Dancing comes in many shapes and forms, but none is more attractive and dangerous as ice dancing, a discipline of figure skating.
This highly acrobatic and demanding form of dance originally evolved from the ballroom dance, giving ice skaters a chance to emulate popular ballroom dances on ice, but that form of professional dancing where a pair of skaters is performing a fixed move set (Golden Waltz) was banned from international competition.
The most popular form of ice dancing today is pair skating where dancing consisting from man and women perform a custom dance routine following the music beats of the song of their choosing.
The variations on the dance include close dancing where pair remains close to one another without being able to do jumps, original dance competition, free dance style and more.
Origins of dance-like figure skating (ice dancing) go all the way back to the mid-1800s when the ice skaters tried to emulate ballroom dances while skating on flat ice using very conservative move routine that placed both feet on the ice all the time. Skaters become more and more bold with following years, introducing more advanced moves, infusing ice dancing with the wide variety of graceful ballet moves, and experimenting with different genres of music that could enable different styles of ice dancing.

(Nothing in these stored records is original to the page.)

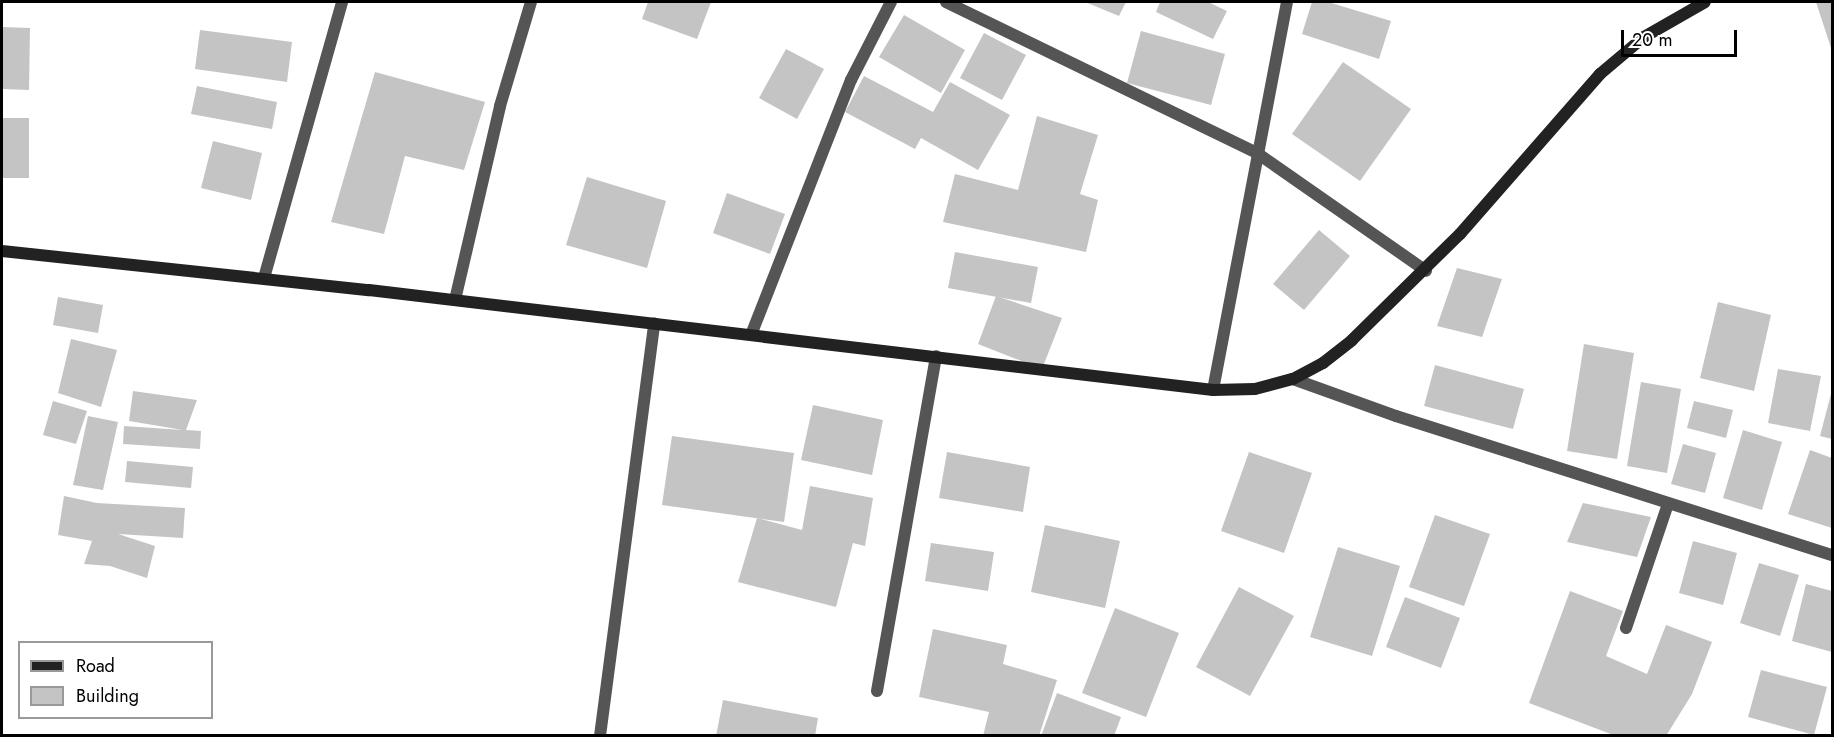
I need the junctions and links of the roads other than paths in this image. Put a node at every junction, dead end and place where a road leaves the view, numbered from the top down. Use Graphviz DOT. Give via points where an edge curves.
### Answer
graph roads {
  1 [pos="342,2"];
  2 [pos="531,2"];
  3 [pos="891,2"];
  4 [pos="946,2"];
  5 [pos="1287,2"];
  6 [pos="1705,2"];
  7 [pos="1257,153"];
  8 [pos="2,251"];
  9 [pos="1426,271"];
  10 [pos="264,278"];
  11 [pos="455,300"];
  12 [pos="654,324"];
  13 [pos="751,335"];
  14 [pos="936,356"];
  15 [pos="1293,379"];
  16 [pos="1213,390"];
  17 [pos="1668,504"];
  18 [pos="1833,555"];
  19 [pos="1626,628"];
  20 [pos="877,691"];
  21 [pos="600,735"];
  1 -- 10 [label="street"];
  2 -- 11 [label="street" via="500,106"];
  3 -- 13 [label="street" via="851,81"];
  4 -- 7 [label="street"];
  5 -- 7 [label="street"];
  6 -- 9 [label="street" via="1644,37 1600,74"];
  7 -- 9 [label="street"];
  7 -- 16 [label="street"];
  8 -- 10 [label="street"];
  9 -- 15 [label="street" via="1352,340 1323,363"];
  10 -- 11 [label="street"];
  11 -- 12 [label="street"];
  12 -- 13 [label="street"];
  12 -- 21 [label="street"];
  13 -- 14 [label="street"];
  14 -- 16 [label="street"];
  14 -- 20 [label="street"];
  15 -- 16 [label="street" via="1255,389"];
  15 -- 17 [label="street"];
  17 -- 18 [label="street"];
  17 -- 19 [label="street"];
}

Most important dance routine in the early history of ice dancing came from the mind of American ballet dancer and choreographer Jackson Haines, often named as “the father of modern figure skating”. He popularized his Haines Waltz in Europe, and especially in Vienna who was viewed then as the dancing capital of the entire old continent. During late 19th century Vienna was spellbound with all forms of the waltz, and ice skating version of this popular ball-dance (danced in the form of the three-stepped waltz) grabbed the attention of entire city, nation and eventually Europe. Slowly more advanced moves became common, and Haines Waltz that demanded both feet remained on the ice became obsolete.
While the ice dancing was initially only recreational dance for high class, it quickly became popular for all classes and started being viewed as a viable dance for competitions. The first professional male skating tournament was held in 1896 in Russia, while first women competition happened ten years later in 1906 in Switzerland. The organizations that took control about rule governing and professional competitions arrived in the mid-1930s. International competitions for professional dancers started with the World Championships in 1952 and two years latter in 1954 the European Championships (twelve of the first sixteen world champions were from Britain where this sport held the largest popularity). Ice dancing presence on Olympic Games started with several exhibition appearances, until it was officially accepted as an Olympic sport on 1976 Winter Games in Innsbruck, Austria. The gold medal at that event was taken by the pair of Lyudmila Pakhomova and Aleksandr Gorshkov from the Soviet Union. One of the most beautiful Olympic ice dances that remains remembered to this day was performed in the 1984 Olympic Games at Sarajevo by the British pair of Jayne Torvill and Christopher Dean.
The modern form of Olympic ice skating performance that was introduced in 2010 mixes the elements of Original Dance form and Free Dance segments, producing shorter but more exciting to watch routine.